PROBLEM TO SOLVE - Write out, word for word, every line from the one where "index pip: (321, 233)" occurs to the final line of the entries, and nothing beyond them.

RECORD EXCERPTS -

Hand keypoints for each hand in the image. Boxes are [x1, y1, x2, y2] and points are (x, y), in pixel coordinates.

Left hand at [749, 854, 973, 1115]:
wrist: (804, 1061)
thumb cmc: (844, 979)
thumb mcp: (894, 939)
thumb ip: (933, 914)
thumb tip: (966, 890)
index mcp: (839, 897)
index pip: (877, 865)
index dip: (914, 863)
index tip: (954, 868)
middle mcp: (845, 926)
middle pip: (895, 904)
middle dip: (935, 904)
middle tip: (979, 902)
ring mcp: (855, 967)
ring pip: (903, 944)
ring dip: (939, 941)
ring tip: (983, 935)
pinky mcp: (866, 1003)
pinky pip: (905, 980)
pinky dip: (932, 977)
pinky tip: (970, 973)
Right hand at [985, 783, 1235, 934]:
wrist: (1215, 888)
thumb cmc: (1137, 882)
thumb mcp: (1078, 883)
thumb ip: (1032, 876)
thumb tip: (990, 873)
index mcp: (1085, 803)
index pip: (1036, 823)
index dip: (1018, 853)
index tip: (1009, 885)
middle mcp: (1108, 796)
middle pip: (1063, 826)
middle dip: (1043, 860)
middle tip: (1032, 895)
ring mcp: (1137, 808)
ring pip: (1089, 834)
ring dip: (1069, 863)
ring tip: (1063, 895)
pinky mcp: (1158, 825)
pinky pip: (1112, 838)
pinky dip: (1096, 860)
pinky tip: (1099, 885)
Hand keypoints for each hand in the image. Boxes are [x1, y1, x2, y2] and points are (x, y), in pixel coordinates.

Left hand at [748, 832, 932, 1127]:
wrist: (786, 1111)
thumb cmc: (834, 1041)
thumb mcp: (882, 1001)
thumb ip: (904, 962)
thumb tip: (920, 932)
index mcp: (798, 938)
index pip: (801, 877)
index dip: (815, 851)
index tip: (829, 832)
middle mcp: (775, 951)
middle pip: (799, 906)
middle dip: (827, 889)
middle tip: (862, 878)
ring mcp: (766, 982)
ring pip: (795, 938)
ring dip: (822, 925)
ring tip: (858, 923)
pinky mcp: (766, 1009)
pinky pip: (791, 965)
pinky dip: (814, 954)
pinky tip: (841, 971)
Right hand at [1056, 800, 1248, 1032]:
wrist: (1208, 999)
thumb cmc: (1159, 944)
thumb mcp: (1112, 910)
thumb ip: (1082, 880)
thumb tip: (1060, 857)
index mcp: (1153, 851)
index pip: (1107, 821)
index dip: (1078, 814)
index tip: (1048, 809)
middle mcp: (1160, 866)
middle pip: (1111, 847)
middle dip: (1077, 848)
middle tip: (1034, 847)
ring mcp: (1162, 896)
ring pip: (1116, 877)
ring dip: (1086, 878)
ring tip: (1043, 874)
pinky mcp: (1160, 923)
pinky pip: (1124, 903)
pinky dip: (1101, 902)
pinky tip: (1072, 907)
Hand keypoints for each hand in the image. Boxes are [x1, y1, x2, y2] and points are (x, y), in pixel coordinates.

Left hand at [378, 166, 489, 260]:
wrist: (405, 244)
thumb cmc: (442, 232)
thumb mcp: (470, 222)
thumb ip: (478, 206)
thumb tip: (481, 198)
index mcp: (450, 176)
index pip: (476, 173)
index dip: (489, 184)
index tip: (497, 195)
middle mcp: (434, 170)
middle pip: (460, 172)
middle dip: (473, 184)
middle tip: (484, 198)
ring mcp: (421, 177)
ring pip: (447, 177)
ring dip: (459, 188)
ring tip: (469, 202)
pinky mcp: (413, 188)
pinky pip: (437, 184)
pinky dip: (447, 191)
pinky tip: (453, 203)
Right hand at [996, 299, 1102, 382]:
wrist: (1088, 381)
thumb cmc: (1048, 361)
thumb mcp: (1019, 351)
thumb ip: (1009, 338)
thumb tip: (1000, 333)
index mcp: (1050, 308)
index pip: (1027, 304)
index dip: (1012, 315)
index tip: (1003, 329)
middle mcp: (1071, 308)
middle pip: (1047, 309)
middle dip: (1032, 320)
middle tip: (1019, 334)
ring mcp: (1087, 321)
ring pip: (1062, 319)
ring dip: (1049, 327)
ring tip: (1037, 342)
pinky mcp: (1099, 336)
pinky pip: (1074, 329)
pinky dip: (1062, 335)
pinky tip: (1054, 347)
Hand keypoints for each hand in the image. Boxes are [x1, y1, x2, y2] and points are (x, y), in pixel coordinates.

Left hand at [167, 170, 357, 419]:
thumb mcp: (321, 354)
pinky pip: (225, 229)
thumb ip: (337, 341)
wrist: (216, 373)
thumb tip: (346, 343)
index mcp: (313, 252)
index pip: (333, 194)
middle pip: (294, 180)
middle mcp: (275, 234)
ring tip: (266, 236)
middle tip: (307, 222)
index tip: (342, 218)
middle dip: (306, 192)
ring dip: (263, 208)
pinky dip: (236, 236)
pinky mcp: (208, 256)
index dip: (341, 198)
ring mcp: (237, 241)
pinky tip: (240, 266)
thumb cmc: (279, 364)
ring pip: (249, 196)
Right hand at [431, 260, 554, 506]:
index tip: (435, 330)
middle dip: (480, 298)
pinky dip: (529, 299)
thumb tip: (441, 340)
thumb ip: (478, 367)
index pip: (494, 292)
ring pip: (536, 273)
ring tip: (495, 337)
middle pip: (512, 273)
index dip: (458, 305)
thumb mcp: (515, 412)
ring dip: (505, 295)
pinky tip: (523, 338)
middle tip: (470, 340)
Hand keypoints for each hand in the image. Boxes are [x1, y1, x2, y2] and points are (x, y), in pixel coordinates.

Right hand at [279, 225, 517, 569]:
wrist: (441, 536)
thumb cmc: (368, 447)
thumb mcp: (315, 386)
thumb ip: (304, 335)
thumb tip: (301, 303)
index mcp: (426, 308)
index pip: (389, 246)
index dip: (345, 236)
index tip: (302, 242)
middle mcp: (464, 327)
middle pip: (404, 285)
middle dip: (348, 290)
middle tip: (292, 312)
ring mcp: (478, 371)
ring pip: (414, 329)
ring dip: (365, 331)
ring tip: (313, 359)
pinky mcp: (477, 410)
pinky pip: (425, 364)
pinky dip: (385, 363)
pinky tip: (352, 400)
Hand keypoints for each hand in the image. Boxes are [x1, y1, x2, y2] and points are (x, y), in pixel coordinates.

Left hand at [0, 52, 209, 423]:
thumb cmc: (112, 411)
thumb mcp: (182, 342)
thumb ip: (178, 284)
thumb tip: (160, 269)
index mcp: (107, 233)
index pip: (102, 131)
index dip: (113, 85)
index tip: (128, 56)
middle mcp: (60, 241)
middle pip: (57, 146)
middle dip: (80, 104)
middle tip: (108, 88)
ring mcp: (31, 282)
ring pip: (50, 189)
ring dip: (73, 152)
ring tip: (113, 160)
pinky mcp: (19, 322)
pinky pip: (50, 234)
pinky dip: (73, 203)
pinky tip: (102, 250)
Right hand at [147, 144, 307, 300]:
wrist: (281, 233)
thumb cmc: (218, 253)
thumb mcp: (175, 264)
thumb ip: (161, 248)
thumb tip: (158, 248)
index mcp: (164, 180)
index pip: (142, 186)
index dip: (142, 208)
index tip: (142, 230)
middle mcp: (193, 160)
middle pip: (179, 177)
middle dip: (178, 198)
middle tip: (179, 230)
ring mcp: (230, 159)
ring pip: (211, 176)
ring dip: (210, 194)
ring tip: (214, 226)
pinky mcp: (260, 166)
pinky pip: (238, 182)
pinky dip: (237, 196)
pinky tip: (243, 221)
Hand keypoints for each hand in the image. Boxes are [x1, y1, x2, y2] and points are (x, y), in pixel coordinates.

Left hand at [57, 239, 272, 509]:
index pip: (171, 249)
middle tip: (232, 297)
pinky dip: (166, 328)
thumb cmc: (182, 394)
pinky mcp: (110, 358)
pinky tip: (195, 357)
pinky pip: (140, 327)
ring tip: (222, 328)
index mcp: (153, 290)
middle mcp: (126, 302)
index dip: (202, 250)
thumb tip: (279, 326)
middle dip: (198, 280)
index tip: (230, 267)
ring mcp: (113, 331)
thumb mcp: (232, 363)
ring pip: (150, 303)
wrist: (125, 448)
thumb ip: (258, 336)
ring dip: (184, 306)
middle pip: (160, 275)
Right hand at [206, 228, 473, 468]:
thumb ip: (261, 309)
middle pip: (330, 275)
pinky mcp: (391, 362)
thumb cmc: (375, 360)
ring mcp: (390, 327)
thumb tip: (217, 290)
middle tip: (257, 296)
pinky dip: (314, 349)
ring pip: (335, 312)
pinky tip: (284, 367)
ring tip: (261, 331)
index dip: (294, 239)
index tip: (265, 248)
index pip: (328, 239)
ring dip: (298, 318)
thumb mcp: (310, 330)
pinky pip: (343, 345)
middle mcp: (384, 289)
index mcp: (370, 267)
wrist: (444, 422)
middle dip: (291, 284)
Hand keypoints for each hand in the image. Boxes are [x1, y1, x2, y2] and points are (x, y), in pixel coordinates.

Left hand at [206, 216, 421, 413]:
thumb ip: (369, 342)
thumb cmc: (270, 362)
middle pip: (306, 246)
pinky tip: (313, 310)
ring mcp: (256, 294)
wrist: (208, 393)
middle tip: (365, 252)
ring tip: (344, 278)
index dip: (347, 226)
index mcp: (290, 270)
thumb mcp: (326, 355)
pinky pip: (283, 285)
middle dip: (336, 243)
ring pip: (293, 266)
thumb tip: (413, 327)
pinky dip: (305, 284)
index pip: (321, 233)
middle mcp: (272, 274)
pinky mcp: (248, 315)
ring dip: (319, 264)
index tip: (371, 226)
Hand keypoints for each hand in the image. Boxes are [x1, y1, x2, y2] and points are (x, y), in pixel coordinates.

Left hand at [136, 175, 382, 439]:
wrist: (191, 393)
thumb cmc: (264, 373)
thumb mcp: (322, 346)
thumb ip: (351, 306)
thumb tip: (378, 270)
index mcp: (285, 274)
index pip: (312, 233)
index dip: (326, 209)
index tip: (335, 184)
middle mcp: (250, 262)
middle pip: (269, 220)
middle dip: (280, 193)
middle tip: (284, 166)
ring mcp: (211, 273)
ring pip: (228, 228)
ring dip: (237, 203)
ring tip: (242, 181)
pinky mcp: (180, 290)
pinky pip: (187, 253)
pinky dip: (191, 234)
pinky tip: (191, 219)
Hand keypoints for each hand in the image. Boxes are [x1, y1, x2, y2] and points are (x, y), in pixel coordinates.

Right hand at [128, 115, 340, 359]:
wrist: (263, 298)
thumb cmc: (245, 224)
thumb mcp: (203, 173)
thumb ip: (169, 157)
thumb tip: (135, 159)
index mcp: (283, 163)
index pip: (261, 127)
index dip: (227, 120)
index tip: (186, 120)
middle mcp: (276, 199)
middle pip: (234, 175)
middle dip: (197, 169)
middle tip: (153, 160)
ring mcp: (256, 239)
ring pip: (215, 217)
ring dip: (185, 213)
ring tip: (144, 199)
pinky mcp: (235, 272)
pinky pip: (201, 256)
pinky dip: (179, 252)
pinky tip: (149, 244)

ANSWER TO THIS PROBLEM -
index pip: (321, 233)
middle mcp: (272, 274)
pinky mcp: (248, 315)
ring dip: (319, 264)
index tip: (371, 226)
Hand keypoints for each hand in the image. Boxes are [x1, y1, x2, y2] and points are (x, y), in pixel coordinates.

Left hand at [136, 175, 382, 439]:
wrist: (191, 393)
thumb cmc: (264, 373)
thumb mcp: (322, 346)
thumb ip: (351, 306)
thumb tip: (378, 270)
index mcp: (285, 274)
index pip: (312, 233)
index dip: (326, 209)
index tip: (335, 184)
middle mcp: (250, 262)
middle pip: (269, 220)
middle dip: (280, 193)
middle tip: (284, 166)
ring mcp: (211, 273)
ring pip: (228, 228)
ring dip: (237, 203)
ring tip: (242, 181)
pinky mcp: (180, 290)
pinky pip: (187, 253)
pinky dip: (191, 234)
pinky tip: (191, 219)
Hand keypoints for each hand in the image. Boxes are [x1, y1, x2, y2] and points are (x, y), in pixel coordinates.

Right hand at [128, 115, 340, 359]:
wrist: (263, 298)
thumb cmc: (245, 224)
thumb mcp: (203, 173)
thumb ip: (169, 157)
thumb tip: (135, 159)
index mcp: (283, 163)
index pip: (261, 127)
index dip: (227, 120)
index tip: (186, 120)
middle mcp: (276, 199)
middle pip: (234, 175)
middle dip: (197, 169)
middle tip: (153, 160)
ring mcp: (256, 239)
ring pip: (215, 217)
ring dip: (185, 213)
ring tip: (144, 199)
pinky mcp: (235, 272)
pinky pip: (201, 256)
pinky dip: (179, 252)
pinky tip: (149, 244)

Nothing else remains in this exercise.